Il existe un paradoxe que peu d’êtres humains perçoivent au cours de leur existence.
Ils croient craindre la souffrance.
Pourtant, lorsqu’elle disparaît, ils découvrent une peur bien plus grande encore :
Le vide.
La souffrance, aussi douloureuse soit-elle, possède une fonction rassurante pour le mental.
Elle lui donne une identité.
Une histoire.
Une direction.
Même lorsqu’elle nous détruit, elle nous offre encore quelque chose à quoi nous accrocher.
Le vide, lui, ne donne rien.
Il retire.
Il dépouille.
Il réduit au silence.
Et c’est précisément ce qui le rend si redoutable.
Après une rupture, un épuisement profond, la perte d’un projet, d’une fonction ou d’une certitude, beaucoup imaginent qu’ils vont enfin retrouver la paix.
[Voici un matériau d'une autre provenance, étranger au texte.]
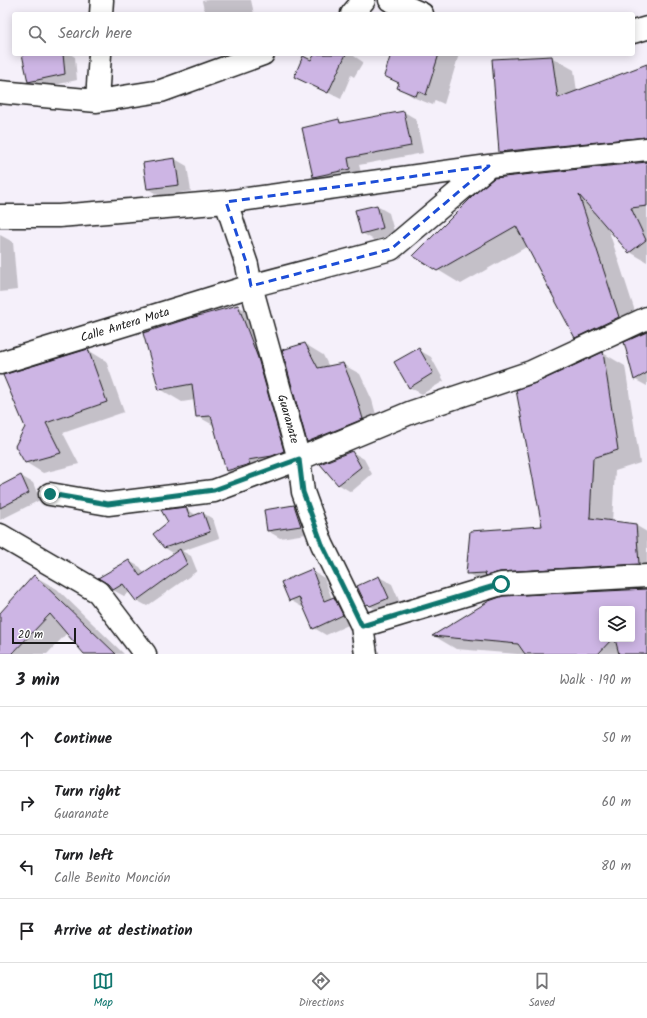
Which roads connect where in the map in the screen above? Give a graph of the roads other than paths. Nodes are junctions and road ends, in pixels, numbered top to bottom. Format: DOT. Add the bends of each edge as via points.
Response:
graph roads {
  1 [pos="102,0"];
  2 [pos="364,0"];
  3 [pos="390,0"];
  4 [pos="101,12"];
  5 [pos="354,12"];
  6 [pos="417,12"];
  7 [pos="647,28"];
  8 [pos="635,31"];
  9 [pos="100,56"];
  10 [pos="257,56"];
  11 [pos="0,92"];
  12 [pos="98,101"];
  13 [pos="647,149"];
  14 [pos="489,166"];
  15 [pos="226,202"];
  16 [pos="0,216"];
  17 [pos="251,286"];
  18 [pos="647,318"];
  19 [pos="0,363"];
  20 [pos="299,459"];
  21 [pos="50,494"];
  22 [pos="0,535"];
  23 [pos="647,576"];
  24 [pos="362,626"];
  25 [pos="145,654"];
  26 [pos="366,654"];
  1 -- 4 [label="street"];
  2 -- 5 [label="street"];
  3 -- 6 [label="street"];
  7 -- 8 [label="street"];
  9 -- 12 [label="street"];
  10 -- 12 [label="street" via="161,91"];
  11 -- 12 [label="street"];
  13 -- 14 [label="street"];
  14 -- 15 [label="street"];
  14 -- 17 [label="street, Calle Antera Mota" via="391,249"];
  15 -- 16 [label="street" via="59,216"];
  15 -- 17 [label="street, Guaranate" via="247,265"];
  17 -- 19 [label="street, Calle Antera Mota"];
  17 -- 20 [label="street, Guaranate"];
  18 -- 20 [label="street" via="531,372 412,412"];
  20 -- 21 [label="street" via="214,490 108,504"];
  20 -- 24 [label="street, Guaranate" via="303,492 322,544"];
  22 -- 25 [label="street" via="98,592"];
  23 -- 24 [label="street" via="501,584"];
  24 -- 26 [label="street, Guaranate"];
}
Mais ce qu’ils rencontrent d’abord est souvent un territoire inconnu.
L’ancien monde ne les appelle plus.
Le nouveau n’est pas encore visible.
Ils ne savent plus réellement qui ils sont.
Ni où ils vont.
Ni ce qu’ils désirent véritablement.
Ils entrent alors dans une zone intermédiaire que la conscience impose à tous ceux qui s’approchent d’une véritable transformation.
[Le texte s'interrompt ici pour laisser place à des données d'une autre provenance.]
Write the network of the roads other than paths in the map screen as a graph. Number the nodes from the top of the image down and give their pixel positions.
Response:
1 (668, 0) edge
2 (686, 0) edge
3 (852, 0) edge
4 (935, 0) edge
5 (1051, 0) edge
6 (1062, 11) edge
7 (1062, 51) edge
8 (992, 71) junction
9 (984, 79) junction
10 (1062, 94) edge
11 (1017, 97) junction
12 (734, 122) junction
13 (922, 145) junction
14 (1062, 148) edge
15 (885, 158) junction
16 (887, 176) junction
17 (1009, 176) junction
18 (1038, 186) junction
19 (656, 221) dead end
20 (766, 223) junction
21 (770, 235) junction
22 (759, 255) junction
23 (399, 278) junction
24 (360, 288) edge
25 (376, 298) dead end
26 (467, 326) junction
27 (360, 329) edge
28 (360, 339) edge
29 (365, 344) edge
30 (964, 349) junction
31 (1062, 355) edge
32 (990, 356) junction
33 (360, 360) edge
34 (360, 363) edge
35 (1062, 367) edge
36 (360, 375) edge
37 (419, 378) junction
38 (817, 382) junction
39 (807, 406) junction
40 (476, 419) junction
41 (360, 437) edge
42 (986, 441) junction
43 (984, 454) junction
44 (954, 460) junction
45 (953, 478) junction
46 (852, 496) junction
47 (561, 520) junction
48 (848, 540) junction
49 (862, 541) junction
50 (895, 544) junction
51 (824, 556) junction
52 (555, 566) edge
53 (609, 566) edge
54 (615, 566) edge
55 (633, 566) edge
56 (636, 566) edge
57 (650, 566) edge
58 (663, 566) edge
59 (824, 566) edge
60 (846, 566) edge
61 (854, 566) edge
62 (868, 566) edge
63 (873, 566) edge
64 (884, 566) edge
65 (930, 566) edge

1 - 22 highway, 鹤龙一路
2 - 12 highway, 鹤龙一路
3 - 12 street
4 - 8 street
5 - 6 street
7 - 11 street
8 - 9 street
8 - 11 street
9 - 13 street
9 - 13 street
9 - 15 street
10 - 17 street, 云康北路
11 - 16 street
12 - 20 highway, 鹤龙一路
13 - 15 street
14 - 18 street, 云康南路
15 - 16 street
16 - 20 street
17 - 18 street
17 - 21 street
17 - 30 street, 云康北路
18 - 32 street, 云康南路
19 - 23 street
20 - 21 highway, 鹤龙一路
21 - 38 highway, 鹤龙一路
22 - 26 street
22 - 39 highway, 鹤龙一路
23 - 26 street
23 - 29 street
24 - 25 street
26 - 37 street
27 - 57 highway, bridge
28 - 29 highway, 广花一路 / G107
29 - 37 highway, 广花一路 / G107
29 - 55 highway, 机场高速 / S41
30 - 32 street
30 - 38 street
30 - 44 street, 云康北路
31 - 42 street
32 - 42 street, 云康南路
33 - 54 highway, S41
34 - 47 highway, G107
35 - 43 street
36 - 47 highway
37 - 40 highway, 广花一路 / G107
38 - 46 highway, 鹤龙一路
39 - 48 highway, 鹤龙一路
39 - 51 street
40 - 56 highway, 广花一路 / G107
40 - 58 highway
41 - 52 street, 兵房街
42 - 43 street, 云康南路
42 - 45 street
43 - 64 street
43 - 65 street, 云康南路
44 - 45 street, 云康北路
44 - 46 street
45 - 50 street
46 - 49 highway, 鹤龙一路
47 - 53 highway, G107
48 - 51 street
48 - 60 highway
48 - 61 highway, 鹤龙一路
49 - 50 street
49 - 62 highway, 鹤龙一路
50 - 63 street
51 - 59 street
Un espace où l’ancien est mort mais où le nouveau n’est pas encore né.
Et c’est là que commence l’épreuve la plus subtile.
Car ce que nous appelons le mental ne vit que de références connues.
Il a besoin de comparer.
De mesurer.
De prévoir.
D’anticiper.
L’inconnu représente pour lui une forme de disparition.
Ne sachant plus quoi contrôler, il cherche immédiatement à recréer du mouvement.
N’importe quel mouvement.
Certaines personnes replongent dans des relations qui reproduisent exactement les mêmes blessures.
D’autres s’engagent dans de nouveaux projets avant même d’avoir compris pourquoi les anciens se sont effondrés.
D’autres encore remplissent chaque instant de distractions, de travail, de bruit ou d’activités incessantes.
Non parce qu’elles ont retrouvé leur équilibre.
Mais parce qu’elles cherchent à éviter la rencontre avec elles-mêmes.
Car le silence possède une puissance que peu de personnes soupçonnent.
Lorsque tout s’arrête, les voix extérieures cessent progressivement de couvrir les mouvements intérieurs.
Les justifications tombent.
Les compensations disparaissent.
Les fuites deviennent visibles.
Et soudain apparaît ce qui était resté caché pendant des années.
Le vide n’est donc pas une absence.
Il est une révélation.
Il retire les appuis artificiels afin que nous découvrions ce qui nous soutient réellement.
Mais avant cette découverte, nous avons souvent l’impression que tout nous est retiré.
Nos anciennes certitudes.
Nos anciens désirs.
Nos anciennes ambitions.
Nos anciennes définitions de nous-mêmes.
Pourquoi ?
Parce que la conscience ne cherche pas simplement à améliorer l’identité existante.
Elle cherche à nous conduire au-delà d’elle.
Tant que nous restons attachés à ce que nous croyons être, nous ne pouvons pas découvrir ce que nous sommes réellement.
Le vide devient alors un passage obligé.
Une terre intérieure où les anciennes structures se dissolvent progressivement.
Extérieurement, rien ne semble se produire.
Le monde peut même croire que nous stagnons.
Que nous reculons.
Que nous sommes perdus.
Pourtant, dans les profondeurs invisibles de la conscience, une immense réorganisation est à l’œuvre.
Les croyances héritées commencent à perdre leur pouvoir.
Les désirs dictés par la peur cessent peu à peu de nous gouverner.
Les attentes qui venaient du regard des autres s’effacent.
Et dans cet espace libéré apparaît quelque chose de nouveau.
Une présence.
Une perception.
Une intelligence plus profonde que le mental.
Pour la première fois, nous cessons d’entendre ce que le monde attend de nous.
Et nous commençons à entendre ce que l’être cherche à manifester à travers nous.
Voilà pourquoi le vide paraît si inconfortable.
Parce qu’il retire tout ce qui n’est pas essentiel avant de révéler l’essentiel.
Il ne détruit pas la vie.
Il prépare la naissance d’une vie plus vraie.
Il ne retire pas notre identité.
Il retire les identifications qui empêchaient notre véritable nature d’apparaître.
Ainsi, lorsque le vide se présente, il n’est peut-être pas nécessaire de le combattre.
Car ce silence que nous craignons tant est souvent l’espace sacré où l’ancien personnage cesse enfin de parler.
Afin que l’Être puisse, pour la première fois, prendre la parole.
Et ce que nous appelons vide n’est peut-être rien d’autre que la proximité d’une naissance que nous ne pouvons pas encore reconnaître.